(Stored items):
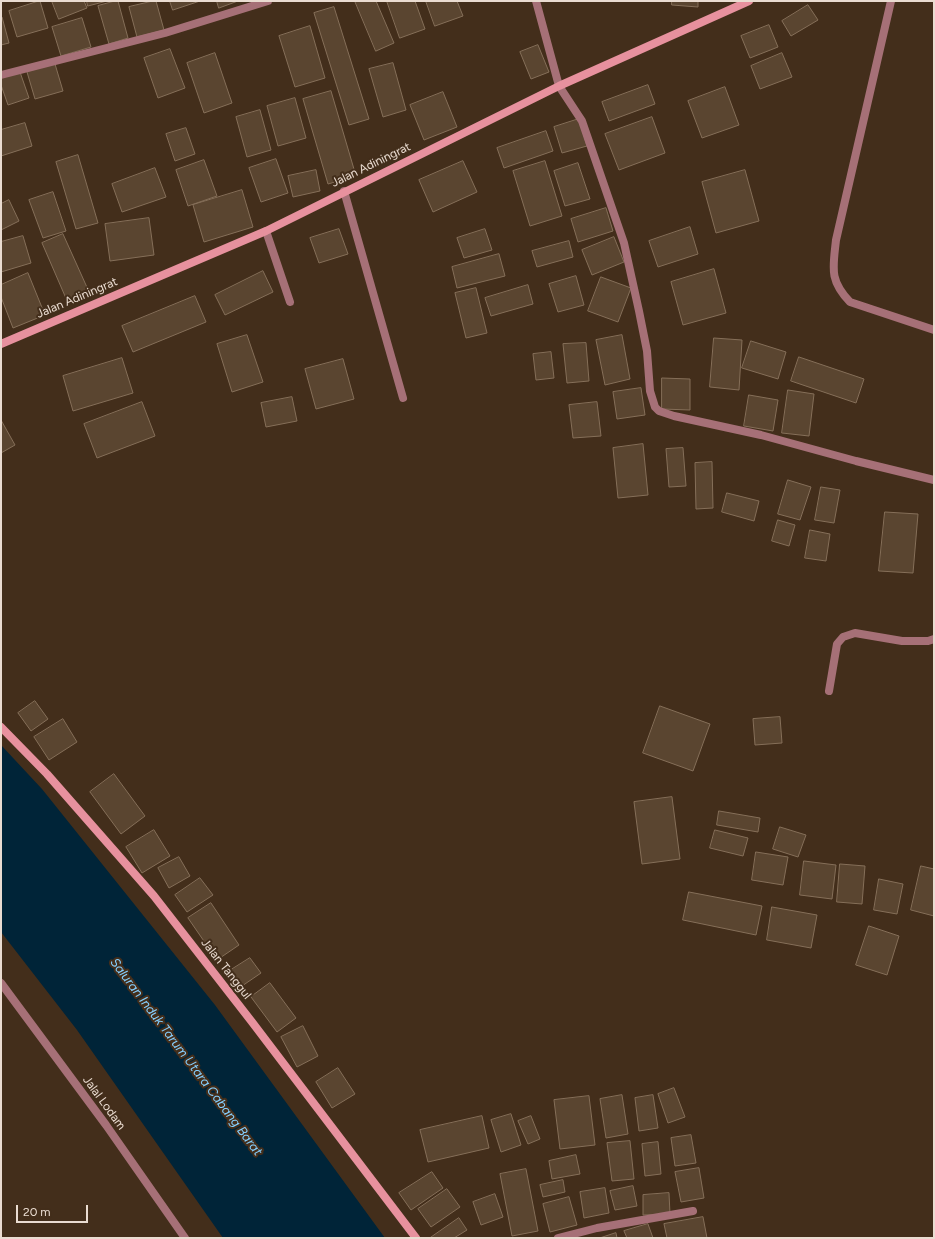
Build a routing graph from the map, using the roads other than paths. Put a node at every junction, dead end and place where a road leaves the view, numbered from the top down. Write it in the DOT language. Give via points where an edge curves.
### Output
graph roads {
  1 [pos="268,1"];
  2 [pos="536,1"];
  3 [pos="749,1"];
  4 [pos="891,1"];
  5 [pos="1,75"];
  6 [pos="559,86"];
  7 [pos="344,191"];
  8 [pos="266,231"];
  9 [pos="290,302"];
  10 [pos="934,330"];
  11 [pos="1,344"];
  12 [pos="403,398"];
  13 [pos="934,480"];
  14 [pos="934,639"];
  15 [pos="829,691"];
  16 [pos="1,727"];
  17 [pos="1,983"];
  18 [pos="692,1211"];
  19 [pos="185,1238"];
  20 [pos="416,1238"];
  21 [pos="558,1238"];
  1 -- 5 [label="street" via="165,33"];
  2 -- 6 [label="street"];
  3 -- 6 [label="street, Jalan Adiningrat"];
  4 -- 10 [label="street" via="836,240 835,282 850,302"];
  6 -- 7 [label="street, Jalan Adiningrat"];
  6 -- 13 [label="street" via="582,121 624,243 640,311 654,407 674,416 761,435"];
  7 -- 8 [label="street, Jalan Adiningrat"];
  7 -- 12 [label="street"];
  8 -- 9 [label="street"];
  8 -- 11 [label="street, Jalan Adiningrat"];
  14 -- 15 [label="street" via="902,640 855,633 843,637 837,644"];
  16 -- 20 [label="street, Jalan Tanggul" via="47,774 154,896"];
  17 -- 19 [label="street, Jalal Lodam" via="106,1125"];
  18 -- 21 [label="street"];
}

(Instructions to follow): Every line of the data should be transcribed exactly. Omit the images.

(Result below):
Build a routing graph from the map, using the roads other than paths. Put a node at every junction, dead end and place where a road leaves the view, numbered from the top down. Write it in the DOT language. Give via points where an edge curves.
### Output
graph roads {
  1 [pos="268,1"];
  2 [pos="536,1"];
  3 [pos="749,1"];
  4 [pos="891,1"];
  5 [pos="1,75"];
  6 [pos="559,86"];
  7 [pos="344,191"];
  8 [pos="266,231"];
  9 [pos="290,302"];
  10 [pos="934,330"];
  11 [pos="1,344"];
  12 [pos="403,398"];
  13 [pos="934,480"];
  14 [pos="934,639"];
  15 [pos="829,691"];
  16 [pos="1,727"];
  17 [pos="1,983"];
  18 [pos="692,1211"];
  19 [pos="185,1238"];
  20 [pos="416,1238"];
  21 [pos="558,1238"];
  1 -- 5 [label="street" via="165,33"];
  2 -- 6 [label="street"];
  3 -- 6 [label="street, Jalan Adiningrat"];
  4 -- 10 [label="street" via="836,240 835,282 850,302"];
  6 -- 7 [label="street, Jalan Adiningrat"];
  6 -- 13 [label="street" via="582,121 624,243 640,311 654,407 674,416 761,435"];
  7 -- 8 [label="street, Jalan Adiningrat"];
  7 -- 12 [label="street"];
  8 -- 9 [label="street"];
  8 -- 11 [label="street, Jalan Adiningrat"];
  14 -- 15 [label="street" via="902,640 855,633 843,637 837,644"];
  16 -- 20 [label="street, Jalan Tanggul" via="47,774 154,896"];
  17 -- 19 [label="street, Jalal Lodam" via="106,1125"];
  18 -- 21 [label="street"];
}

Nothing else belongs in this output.